Teachers are the easy beats of education policy. It is an emotive argument and a good one — if your main game is to divert attention away from issues such as funding and family breakdown, and a generation that has difficulty reading anything longer than a tweet.

No matter, the TEMAG review has put accountability squarely back at the universities’ door and has threatened closure of substandard courses. It is quite comfortable about substandard students applying.

Craven, palpably avoiding the critical issue of entrance requirements, says: “We are laying down a huge gauntlet here. There is no doubt that some courses are substandard and will have to improve to survive.”

Craven is chairman of the review and vice-chancellor of the ACU, which has one of the lowest entry requirements for teacher education in the country.

This in itself raises a significant concern. Teaching has become a milch cow for commentators and critics who have either never spent time in a school or whose experience of schools is outdated and ossified.
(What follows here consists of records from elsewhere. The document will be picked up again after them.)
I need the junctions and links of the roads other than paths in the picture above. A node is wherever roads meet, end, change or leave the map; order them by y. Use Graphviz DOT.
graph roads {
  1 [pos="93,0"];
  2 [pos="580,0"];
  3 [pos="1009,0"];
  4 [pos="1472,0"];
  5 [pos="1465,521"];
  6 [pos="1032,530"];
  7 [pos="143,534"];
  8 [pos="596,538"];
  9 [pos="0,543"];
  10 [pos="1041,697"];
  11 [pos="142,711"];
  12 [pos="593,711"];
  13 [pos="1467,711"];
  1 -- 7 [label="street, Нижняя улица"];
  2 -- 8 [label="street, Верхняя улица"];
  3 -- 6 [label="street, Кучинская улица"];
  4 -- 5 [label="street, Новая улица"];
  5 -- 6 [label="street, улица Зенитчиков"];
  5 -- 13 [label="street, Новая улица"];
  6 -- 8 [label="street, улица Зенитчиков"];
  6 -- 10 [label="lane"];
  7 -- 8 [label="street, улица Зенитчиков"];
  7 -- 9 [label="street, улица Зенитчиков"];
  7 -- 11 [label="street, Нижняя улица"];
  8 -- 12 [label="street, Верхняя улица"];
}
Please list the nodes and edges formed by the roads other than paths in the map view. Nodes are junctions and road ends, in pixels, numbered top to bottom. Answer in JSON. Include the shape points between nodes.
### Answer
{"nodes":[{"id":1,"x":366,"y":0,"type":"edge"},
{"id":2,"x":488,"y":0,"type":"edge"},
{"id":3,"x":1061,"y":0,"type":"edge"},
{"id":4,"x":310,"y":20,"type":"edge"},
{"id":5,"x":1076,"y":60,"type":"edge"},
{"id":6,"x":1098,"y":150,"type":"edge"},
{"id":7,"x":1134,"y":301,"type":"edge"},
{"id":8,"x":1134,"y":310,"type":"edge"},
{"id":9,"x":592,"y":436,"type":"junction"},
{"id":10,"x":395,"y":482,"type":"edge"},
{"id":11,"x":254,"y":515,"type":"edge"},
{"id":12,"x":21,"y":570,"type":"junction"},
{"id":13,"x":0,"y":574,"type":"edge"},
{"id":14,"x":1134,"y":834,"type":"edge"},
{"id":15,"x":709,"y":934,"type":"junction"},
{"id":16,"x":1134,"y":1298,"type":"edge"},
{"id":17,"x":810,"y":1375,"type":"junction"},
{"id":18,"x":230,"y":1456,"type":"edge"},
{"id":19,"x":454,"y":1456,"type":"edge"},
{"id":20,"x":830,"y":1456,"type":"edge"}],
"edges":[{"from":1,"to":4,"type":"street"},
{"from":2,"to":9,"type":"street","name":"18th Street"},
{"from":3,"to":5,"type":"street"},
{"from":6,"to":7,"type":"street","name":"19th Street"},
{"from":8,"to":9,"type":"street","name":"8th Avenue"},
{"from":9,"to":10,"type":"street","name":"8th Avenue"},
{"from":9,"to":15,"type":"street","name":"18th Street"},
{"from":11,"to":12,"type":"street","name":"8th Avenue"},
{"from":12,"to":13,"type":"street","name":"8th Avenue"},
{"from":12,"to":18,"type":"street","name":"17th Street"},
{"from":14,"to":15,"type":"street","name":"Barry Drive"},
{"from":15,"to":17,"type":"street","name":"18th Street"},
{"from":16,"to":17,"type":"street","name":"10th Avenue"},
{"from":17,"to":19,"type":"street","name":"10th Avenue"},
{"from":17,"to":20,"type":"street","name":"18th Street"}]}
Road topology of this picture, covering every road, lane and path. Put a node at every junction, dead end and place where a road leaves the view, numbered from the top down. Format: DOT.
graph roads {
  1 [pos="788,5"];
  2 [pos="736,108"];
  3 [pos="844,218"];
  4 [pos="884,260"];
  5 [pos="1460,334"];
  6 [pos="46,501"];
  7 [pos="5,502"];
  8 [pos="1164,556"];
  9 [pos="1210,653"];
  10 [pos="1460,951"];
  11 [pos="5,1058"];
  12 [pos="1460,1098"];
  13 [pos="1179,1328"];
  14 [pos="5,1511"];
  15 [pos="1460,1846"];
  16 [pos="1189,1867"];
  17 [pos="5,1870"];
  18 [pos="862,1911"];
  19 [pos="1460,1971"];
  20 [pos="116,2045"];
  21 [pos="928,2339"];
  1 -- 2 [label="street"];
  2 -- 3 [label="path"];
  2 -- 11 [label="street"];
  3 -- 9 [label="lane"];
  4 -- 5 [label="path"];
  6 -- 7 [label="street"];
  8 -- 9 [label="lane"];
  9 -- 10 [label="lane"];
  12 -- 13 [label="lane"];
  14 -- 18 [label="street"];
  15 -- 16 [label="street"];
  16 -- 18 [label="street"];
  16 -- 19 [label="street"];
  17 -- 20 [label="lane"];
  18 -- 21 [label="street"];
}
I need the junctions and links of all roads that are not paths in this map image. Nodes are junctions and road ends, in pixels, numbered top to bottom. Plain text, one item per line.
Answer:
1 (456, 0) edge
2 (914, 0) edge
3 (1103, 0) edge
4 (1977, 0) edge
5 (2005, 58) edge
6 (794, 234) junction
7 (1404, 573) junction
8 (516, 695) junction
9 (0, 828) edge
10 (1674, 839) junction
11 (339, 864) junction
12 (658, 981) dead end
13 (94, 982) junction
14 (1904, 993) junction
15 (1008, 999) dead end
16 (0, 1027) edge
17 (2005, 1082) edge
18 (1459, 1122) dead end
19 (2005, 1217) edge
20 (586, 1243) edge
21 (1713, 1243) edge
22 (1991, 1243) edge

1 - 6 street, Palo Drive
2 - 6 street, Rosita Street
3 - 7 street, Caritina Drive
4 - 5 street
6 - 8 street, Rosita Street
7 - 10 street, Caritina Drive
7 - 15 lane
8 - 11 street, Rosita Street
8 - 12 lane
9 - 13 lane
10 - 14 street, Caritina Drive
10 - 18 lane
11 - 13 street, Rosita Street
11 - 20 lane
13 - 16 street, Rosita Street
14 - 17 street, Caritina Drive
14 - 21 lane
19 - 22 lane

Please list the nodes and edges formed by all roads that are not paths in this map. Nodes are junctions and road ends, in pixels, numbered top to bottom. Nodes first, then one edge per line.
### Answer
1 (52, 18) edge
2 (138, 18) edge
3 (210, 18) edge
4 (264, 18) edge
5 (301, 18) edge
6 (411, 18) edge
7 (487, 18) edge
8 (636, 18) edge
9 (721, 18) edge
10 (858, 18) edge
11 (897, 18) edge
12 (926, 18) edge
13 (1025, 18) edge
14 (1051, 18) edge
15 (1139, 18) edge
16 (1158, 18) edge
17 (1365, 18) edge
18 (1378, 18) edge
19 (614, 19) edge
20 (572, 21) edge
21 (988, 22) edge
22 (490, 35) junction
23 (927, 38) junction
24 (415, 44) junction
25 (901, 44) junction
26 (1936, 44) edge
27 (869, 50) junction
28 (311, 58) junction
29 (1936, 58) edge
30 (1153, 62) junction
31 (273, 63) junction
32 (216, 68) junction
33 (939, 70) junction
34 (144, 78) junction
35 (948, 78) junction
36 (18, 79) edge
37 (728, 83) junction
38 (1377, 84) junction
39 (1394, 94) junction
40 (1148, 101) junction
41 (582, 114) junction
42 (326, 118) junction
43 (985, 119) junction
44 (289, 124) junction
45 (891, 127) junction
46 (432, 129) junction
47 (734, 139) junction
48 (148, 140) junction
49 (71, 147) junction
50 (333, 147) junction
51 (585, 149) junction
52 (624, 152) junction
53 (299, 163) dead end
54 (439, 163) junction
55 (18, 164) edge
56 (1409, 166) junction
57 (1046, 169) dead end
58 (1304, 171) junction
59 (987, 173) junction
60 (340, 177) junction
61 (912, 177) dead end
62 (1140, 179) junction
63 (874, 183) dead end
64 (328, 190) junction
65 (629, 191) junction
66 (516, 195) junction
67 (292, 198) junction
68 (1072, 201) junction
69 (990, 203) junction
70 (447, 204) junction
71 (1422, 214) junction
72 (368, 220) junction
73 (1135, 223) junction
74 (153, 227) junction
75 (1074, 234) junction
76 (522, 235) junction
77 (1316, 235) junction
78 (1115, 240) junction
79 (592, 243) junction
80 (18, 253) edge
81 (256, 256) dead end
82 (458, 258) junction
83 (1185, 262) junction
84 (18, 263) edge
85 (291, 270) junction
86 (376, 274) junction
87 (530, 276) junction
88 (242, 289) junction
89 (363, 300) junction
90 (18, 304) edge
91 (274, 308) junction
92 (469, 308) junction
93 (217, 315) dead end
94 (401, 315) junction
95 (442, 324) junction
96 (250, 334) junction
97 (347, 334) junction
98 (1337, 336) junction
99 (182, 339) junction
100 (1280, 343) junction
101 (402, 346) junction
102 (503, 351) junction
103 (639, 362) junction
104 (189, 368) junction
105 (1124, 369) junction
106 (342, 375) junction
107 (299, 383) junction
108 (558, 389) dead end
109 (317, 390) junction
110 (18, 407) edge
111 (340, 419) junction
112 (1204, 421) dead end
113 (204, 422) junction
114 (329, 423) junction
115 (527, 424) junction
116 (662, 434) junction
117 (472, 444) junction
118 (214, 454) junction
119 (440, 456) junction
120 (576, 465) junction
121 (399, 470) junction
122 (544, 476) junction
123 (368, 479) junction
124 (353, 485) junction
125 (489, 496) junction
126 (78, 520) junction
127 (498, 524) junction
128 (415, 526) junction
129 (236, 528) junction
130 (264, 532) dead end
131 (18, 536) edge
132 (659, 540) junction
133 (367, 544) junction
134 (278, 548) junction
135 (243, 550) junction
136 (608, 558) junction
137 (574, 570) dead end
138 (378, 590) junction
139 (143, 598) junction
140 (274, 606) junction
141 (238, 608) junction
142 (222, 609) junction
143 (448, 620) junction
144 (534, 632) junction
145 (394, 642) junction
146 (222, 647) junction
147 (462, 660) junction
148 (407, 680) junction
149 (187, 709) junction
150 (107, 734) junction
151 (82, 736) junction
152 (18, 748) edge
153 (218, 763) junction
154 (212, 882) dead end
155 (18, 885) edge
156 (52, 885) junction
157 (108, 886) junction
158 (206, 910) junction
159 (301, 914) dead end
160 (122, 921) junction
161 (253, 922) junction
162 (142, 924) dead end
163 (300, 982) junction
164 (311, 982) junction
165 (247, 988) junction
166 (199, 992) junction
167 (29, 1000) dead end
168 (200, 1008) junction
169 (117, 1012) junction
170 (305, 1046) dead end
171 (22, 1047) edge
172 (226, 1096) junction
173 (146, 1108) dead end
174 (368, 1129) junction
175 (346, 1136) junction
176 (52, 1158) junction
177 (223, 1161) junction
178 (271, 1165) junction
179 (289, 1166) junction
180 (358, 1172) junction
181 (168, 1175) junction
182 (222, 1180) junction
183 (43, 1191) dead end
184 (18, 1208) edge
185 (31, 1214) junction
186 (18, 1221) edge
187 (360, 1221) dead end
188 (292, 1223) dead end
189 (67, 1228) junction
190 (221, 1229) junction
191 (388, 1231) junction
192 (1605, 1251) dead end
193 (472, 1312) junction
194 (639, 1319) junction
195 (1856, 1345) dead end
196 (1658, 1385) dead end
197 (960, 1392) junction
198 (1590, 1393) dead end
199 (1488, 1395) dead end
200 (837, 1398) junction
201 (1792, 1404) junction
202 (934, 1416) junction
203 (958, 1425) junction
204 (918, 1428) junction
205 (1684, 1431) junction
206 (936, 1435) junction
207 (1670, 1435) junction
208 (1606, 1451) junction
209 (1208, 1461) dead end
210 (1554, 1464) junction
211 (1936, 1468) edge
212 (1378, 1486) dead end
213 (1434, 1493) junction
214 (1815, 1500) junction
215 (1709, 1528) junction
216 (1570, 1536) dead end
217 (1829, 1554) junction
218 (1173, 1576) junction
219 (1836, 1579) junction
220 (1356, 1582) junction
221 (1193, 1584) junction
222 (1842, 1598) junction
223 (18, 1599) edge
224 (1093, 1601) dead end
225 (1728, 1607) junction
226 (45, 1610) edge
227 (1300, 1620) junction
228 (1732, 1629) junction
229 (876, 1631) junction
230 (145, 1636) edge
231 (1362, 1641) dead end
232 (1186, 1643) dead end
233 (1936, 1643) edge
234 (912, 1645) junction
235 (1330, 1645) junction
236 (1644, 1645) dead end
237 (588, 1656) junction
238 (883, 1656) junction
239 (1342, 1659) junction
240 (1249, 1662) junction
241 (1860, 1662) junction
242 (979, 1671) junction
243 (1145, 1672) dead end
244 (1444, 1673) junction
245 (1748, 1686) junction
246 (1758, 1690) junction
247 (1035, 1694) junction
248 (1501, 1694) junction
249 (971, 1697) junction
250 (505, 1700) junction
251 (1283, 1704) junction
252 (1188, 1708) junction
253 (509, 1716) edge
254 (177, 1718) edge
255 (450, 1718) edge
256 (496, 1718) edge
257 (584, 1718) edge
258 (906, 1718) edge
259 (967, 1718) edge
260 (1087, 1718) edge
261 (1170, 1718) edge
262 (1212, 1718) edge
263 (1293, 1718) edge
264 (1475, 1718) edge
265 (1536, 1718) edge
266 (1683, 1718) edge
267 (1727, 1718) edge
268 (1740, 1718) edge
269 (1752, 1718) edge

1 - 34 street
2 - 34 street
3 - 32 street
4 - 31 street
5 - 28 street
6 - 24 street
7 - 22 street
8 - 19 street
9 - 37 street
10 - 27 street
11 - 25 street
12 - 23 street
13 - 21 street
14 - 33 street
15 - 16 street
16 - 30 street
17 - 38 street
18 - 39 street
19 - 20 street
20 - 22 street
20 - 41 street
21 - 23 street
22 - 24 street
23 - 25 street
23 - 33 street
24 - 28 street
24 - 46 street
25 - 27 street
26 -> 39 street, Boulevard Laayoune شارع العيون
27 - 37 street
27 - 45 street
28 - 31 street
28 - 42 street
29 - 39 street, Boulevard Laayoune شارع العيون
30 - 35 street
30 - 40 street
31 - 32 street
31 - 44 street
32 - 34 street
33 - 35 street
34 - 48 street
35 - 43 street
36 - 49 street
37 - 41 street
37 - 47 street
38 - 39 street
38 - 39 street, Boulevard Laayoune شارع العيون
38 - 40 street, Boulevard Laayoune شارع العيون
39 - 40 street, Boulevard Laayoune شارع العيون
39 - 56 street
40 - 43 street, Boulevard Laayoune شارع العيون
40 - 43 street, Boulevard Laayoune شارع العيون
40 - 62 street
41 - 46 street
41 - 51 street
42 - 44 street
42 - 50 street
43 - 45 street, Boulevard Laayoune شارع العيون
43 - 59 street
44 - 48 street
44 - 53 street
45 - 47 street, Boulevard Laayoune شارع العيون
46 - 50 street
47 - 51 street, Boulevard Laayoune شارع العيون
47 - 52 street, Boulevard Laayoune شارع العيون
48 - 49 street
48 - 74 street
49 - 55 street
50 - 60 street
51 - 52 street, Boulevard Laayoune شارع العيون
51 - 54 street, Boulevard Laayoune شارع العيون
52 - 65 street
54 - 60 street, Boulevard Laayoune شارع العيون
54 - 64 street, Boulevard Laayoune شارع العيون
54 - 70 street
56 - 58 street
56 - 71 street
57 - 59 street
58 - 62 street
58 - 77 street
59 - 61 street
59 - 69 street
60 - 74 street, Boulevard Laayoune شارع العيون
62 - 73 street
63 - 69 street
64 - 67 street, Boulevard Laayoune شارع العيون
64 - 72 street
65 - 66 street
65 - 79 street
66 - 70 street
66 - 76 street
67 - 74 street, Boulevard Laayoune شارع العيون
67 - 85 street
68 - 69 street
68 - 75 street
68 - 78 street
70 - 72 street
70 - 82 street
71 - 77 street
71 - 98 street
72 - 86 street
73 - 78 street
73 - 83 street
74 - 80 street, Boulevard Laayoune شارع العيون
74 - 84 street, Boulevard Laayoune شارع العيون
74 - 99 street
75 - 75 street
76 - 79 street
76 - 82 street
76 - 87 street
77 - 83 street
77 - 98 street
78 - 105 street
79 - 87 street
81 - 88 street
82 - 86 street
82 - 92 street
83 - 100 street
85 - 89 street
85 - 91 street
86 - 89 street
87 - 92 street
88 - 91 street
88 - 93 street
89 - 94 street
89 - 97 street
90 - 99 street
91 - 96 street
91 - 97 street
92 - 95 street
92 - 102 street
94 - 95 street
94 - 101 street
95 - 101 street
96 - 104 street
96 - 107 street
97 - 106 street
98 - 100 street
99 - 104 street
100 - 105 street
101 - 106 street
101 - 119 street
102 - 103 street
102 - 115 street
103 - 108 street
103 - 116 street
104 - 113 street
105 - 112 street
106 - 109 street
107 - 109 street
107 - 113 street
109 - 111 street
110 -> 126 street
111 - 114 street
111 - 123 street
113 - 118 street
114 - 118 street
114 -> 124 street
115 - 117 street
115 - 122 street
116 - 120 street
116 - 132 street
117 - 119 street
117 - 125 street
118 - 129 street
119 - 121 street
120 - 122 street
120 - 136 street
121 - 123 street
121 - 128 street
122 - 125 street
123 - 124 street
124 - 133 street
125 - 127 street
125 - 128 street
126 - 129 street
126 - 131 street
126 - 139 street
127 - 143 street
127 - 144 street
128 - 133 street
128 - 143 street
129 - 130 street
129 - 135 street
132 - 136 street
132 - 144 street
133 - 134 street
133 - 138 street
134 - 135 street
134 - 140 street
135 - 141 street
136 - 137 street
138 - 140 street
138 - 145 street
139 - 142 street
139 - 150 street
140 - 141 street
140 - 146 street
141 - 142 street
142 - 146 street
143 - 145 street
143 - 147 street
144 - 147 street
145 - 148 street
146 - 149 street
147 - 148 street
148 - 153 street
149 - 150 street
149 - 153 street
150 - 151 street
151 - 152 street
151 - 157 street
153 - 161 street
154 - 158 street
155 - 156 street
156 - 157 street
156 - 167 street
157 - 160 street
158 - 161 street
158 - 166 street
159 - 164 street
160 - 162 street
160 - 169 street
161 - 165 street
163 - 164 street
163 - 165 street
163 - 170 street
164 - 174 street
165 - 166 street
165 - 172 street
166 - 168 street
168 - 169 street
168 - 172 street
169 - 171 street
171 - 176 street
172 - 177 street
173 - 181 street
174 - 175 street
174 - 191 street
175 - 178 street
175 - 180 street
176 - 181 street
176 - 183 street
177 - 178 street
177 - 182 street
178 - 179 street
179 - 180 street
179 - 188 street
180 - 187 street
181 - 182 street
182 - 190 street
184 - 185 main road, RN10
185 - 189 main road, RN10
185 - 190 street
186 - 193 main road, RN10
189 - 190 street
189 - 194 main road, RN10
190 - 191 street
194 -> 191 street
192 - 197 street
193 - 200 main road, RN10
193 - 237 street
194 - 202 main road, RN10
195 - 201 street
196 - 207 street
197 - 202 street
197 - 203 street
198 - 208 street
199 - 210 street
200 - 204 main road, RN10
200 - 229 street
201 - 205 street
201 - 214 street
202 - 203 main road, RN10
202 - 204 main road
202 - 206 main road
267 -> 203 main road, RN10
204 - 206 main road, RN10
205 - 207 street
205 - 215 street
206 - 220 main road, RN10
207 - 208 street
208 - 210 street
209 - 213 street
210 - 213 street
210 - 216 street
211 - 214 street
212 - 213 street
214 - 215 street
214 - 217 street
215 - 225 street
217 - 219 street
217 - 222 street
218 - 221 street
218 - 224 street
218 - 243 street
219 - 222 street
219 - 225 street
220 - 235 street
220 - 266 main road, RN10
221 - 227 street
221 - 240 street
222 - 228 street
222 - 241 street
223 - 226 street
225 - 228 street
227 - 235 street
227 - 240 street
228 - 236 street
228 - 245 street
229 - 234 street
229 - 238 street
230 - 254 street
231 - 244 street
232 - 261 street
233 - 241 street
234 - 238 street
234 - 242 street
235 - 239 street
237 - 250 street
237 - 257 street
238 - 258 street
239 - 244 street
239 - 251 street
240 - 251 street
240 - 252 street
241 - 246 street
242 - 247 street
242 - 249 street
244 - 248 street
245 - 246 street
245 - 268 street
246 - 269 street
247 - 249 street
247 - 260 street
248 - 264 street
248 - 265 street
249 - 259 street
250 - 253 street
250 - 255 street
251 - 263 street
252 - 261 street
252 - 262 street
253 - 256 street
Everyone has a view, but few have actual present classroom experience.

Independent schools, the system where I work, have always looked for the best teachers academically. It is no accident that independent schools dominate university entrance in courses such as law and medicine.

It is an indictment on Education Minister Christopher Pyne’s competence to handle his troubled portfolio that he has endorsed the review’s recommendations and simply ignored the pressing and obvious need for higher ATAR scores for teachers who enter universities.

It beggars belief that Pyne, at the Australian Council for Educational Leaders’ inaugural Hedley Beare Memorial Lecture, said he is demanding “more rigorous selection” to teaching courses but this does not include minimum academic standards. So misguided is the Minister for Education in his ideas on teacher education that he has sullied Hedley Beare’s place in educational thinking, saying standards are “just not good enough” and that some teaching courses “lag way behind in quality”.

The central issue for both the review under the misguided chairmanship of Craven and the recommendations parroted by Pyne is just how they are going to produce not just good teachers but truly great teachers who are dumb bottom feeders on ATAR scores.